From "Eureka" to "Attention is all you need"

The way to Artificial Intelligence

These two slogans are historically spaced nearly 2,400 years apart, but they herald, one in the realm of fluid mechanics and the other in the domain of natural language processing (NLP), a true revolution. Archimedes' principle enabled the construction of the massive ships (even floating cities) that we see today, while the attention theory, since 2017, has paved the way to build artificial intelligence models that are claimed to surpass human intelligence. While Archimedes' principle is elementary knowledge for any high school student, the attention theory remains an enigma for many non-experts. So, what is it all about?

Firstly, the slogan "Attention is all you need" is the title of a paper penned in 2017 by a team of researchers from Google Brain, led by Ashish Vaswani and Noam Shazeer. The paper introduces the concept of "Transformers," an architecture model based on attention mechanisms rather than the architecture of recurrent neural networks (RNN). Put simply, in an RNN architecture, the outputs are dependent on several previous inputs. But, understandably, an architecture where the output is based on multiple previous inputs remains a sequential architecture. This is where the concept of "Transformers" introduces a break, as an architecture based on "Transformers" is parallel and not sequential.

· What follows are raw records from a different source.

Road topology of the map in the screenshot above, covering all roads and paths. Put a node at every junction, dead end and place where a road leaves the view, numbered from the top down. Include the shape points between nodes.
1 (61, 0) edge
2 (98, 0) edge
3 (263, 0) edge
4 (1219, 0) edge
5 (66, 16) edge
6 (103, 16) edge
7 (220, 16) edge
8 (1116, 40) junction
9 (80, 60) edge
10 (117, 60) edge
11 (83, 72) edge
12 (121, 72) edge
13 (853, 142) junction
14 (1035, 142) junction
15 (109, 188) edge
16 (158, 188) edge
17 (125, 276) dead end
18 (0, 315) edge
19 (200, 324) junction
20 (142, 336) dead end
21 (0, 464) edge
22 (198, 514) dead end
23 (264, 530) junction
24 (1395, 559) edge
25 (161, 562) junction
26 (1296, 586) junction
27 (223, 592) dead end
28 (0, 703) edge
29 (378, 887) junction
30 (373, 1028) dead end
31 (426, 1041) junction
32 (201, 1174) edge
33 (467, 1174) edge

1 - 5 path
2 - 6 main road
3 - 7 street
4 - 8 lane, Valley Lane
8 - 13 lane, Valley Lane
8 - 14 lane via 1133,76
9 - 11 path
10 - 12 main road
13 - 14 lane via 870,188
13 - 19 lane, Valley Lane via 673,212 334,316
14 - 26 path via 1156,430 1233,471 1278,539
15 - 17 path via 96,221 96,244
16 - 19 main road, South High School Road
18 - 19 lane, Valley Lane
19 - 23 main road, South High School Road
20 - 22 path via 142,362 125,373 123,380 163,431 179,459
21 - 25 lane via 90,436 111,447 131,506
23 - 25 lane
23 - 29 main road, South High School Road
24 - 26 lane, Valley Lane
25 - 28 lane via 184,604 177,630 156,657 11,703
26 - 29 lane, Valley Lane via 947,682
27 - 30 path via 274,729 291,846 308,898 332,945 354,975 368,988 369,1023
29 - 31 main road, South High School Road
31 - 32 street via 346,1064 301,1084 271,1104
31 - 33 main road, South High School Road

More concretely, a model based on "Transformers" can simultaneously process all parts of an input without concern for their sequential order. For instance, when faced with the question, "what were the stakes of the Punic Wars?", a system based on recurrent neural networks (RNN) would handle the sequence word by word, maintaining an internal state across the words "stakes," "wars," and then "Punic." Conversely, a model based on Transformers would process all the words at once, assigning attention (or weight) variably to each word in the sequence based on its relative importance and its relations with other words.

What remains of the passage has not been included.